Tuesday, January 22, 2008

What the Huck??

My sister blogged today about her experience listening to NPR this morning and hearing yet another doozie from Mike Huckabee. He said that the reason we need to "import" immigrants to fill all our jobs is most likely because we've aborted over a million "people" in the last 30 years, people that could have filled those jobs. In my head I imagine her choking on her coffee or perhaps turning off her radio in disgust and opting for some Pantera instead of the dismal news.

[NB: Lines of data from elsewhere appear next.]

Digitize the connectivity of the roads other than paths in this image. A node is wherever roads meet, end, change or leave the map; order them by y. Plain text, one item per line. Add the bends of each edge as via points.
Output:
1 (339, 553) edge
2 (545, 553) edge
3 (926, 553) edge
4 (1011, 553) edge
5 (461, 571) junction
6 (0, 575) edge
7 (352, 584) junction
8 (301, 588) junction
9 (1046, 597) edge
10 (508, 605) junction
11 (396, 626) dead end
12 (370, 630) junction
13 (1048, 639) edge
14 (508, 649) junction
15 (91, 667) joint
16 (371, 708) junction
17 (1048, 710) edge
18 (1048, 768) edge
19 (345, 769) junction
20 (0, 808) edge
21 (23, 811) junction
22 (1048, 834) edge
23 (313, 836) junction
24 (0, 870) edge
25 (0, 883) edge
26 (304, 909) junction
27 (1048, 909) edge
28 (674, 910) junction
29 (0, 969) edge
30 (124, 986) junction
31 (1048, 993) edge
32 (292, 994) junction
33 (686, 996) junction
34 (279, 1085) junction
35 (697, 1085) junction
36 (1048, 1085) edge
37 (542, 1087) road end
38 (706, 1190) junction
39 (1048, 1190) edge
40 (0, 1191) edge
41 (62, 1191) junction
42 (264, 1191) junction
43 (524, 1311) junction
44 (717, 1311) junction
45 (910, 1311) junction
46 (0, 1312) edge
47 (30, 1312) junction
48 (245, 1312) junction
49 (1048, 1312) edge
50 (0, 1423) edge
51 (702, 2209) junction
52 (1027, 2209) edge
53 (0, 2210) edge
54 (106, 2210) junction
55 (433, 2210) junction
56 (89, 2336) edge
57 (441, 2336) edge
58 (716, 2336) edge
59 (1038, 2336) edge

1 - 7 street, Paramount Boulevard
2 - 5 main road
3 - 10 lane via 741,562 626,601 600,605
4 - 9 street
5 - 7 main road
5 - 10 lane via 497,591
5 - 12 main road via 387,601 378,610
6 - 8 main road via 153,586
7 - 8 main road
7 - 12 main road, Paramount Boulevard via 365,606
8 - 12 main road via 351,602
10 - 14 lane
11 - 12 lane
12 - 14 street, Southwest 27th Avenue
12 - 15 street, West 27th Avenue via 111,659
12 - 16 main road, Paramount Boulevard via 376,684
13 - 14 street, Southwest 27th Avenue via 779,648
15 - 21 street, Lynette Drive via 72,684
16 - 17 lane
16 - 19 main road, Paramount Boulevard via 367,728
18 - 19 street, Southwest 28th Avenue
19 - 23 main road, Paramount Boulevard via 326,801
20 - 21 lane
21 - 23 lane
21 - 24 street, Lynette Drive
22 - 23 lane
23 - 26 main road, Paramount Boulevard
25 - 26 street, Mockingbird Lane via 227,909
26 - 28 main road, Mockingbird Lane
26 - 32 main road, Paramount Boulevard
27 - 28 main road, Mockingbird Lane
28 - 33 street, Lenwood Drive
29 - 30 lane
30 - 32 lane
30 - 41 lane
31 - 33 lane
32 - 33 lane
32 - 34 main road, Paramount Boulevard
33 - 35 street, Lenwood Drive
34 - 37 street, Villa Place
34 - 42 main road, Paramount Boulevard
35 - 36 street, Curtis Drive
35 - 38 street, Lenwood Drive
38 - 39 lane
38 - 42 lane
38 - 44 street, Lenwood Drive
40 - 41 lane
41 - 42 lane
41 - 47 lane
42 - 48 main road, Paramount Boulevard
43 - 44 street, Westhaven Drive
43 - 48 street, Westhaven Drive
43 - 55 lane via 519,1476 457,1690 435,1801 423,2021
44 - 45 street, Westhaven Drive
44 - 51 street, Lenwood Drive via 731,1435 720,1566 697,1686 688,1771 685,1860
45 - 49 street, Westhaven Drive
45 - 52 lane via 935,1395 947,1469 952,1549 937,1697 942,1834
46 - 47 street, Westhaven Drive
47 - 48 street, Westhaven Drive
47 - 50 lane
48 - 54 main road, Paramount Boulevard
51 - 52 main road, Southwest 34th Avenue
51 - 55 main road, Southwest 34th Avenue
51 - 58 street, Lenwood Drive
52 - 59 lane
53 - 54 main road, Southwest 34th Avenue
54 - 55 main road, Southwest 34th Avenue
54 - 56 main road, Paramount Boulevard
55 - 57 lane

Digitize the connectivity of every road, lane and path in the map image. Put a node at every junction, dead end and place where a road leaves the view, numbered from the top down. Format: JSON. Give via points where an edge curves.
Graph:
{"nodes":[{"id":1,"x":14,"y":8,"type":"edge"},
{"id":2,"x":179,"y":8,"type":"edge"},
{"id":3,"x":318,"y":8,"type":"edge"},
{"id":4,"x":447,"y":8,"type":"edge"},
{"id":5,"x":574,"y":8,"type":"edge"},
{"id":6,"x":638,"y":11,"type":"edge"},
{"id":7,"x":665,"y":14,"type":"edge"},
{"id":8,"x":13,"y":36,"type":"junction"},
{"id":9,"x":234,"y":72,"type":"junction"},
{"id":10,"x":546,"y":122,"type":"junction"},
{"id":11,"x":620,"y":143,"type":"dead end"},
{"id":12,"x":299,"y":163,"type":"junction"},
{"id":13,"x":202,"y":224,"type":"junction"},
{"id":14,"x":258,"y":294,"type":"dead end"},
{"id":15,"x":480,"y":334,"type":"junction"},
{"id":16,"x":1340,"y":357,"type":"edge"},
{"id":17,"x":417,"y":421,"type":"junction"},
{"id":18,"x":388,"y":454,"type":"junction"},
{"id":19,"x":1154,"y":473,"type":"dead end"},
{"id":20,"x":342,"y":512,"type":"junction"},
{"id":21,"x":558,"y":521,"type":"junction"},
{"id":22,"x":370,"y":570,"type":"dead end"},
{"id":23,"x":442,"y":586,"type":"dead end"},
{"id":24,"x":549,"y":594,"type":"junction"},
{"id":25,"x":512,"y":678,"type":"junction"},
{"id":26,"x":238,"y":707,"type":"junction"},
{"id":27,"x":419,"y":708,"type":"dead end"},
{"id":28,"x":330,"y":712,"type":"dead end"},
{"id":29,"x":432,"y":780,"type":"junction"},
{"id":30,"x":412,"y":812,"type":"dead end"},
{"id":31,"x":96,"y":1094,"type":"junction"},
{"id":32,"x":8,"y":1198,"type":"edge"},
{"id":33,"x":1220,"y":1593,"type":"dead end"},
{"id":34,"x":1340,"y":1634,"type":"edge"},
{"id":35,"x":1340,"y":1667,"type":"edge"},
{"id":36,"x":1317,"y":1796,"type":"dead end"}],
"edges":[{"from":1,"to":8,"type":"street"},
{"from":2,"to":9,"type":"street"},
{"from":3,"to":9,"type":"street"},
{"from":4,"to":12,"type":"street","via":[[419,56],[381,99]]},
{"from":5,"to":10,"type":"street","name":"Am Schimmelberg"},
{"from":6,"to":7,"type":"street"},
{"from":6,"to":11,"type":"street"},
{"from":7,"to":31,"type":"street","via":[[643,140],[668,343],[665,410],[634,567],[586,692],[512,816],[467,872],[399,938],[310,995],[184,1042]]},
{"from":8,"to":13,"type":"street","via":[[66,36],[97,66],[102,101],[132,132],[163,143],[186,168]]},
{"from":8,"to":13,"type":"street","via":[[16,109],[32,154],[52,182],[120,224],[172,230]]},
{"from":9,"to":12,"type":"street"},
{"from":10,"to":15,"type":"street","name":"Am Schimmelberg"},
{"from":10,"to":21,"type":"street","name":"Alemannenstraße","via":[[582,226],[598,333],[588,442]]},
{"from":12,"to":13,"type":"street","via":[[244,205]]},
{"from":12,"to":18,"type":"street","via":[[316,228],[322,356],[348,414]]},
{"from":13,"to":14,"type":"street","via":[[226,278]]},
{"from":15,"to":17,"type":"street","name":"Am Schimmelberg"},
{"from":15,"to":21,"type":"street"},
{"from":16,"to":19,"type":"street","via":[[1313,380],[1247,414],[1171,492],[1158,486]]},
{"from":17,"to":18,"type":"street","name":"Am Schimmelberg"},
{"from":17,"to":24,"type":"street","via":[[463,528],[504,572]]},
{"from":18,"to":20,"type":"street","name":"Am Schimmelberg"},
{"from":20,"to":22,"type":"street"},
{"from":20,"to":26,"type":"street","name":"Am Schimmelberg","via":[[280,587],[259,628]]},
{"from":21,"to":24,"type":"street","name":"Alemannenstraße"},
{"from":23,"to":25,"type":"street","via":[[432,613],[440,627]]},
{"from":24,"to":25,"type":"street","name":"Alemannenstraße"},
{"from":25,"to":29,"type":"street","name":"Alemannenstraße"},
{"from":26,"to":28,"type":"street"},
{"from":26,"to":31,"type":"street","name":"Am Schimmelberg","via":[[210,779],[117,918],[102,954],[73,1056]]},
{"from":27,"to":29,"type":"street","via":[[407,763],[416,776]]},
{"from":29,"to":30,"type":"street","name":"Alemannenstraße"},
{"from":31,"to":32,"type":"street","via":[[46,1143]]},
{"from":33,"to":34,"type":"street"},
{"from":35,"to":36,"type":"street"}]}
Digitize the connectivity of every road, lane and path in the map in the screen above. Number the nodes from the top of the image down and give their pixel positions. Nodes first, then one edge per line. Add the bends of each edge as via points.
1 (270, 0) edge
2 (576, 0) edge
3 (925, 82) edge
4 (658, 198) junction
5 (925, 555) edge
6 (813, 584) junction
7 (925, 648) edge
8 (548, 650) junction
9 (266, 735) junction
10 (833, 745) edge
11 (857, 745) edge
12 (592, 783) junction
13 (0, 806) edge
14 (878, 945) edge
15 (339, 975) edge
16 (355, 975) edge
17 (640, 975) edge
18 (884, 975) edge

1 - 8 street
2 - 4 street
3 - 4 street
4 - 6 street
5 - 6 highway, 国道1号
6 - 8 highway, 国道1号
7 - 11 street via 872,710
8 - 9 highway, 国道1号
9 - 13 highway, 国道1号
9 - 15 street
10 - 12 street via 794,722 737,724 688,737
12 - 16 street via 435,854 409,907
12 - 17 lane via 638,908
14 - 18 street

Rebecca was thinking along the same lines today and sent around a quote from an article called "What the Huck?" a April, 2007 interview with the Des Moines Register editorial board: "There are some forms of birth control that really are the destruction of a fertilized egg." One of the editors offered a follow-up question, "Should the government ban that sort of birth control?" Huckabee replied, "Yeah, I personally think there are better ways to deal with contraception than destroying a human life. So, again I'm going to say that I'm always going to make my position on the side of protecting human life."

I’m not just writing this to highlight his horrifying position on abortion, but to share what Huckabee was doing in Georgia today, which was speaking in strong favor of HR 536. This proposed Georgia law would ban not only abortion, but many forms of birth control including the Pill, the patch, the ring, IUD, etc. Yes, you read that right, ladies Every day last week one of HR 536’s sponsors would go to the well in the House to speak in its favor. And that's when I would have spat my coffee- if I drank coffee that is. Ok, so maybe I choked on my protein bar. And the crumbs went down the wrong way. And there was lots of coughing. You get it.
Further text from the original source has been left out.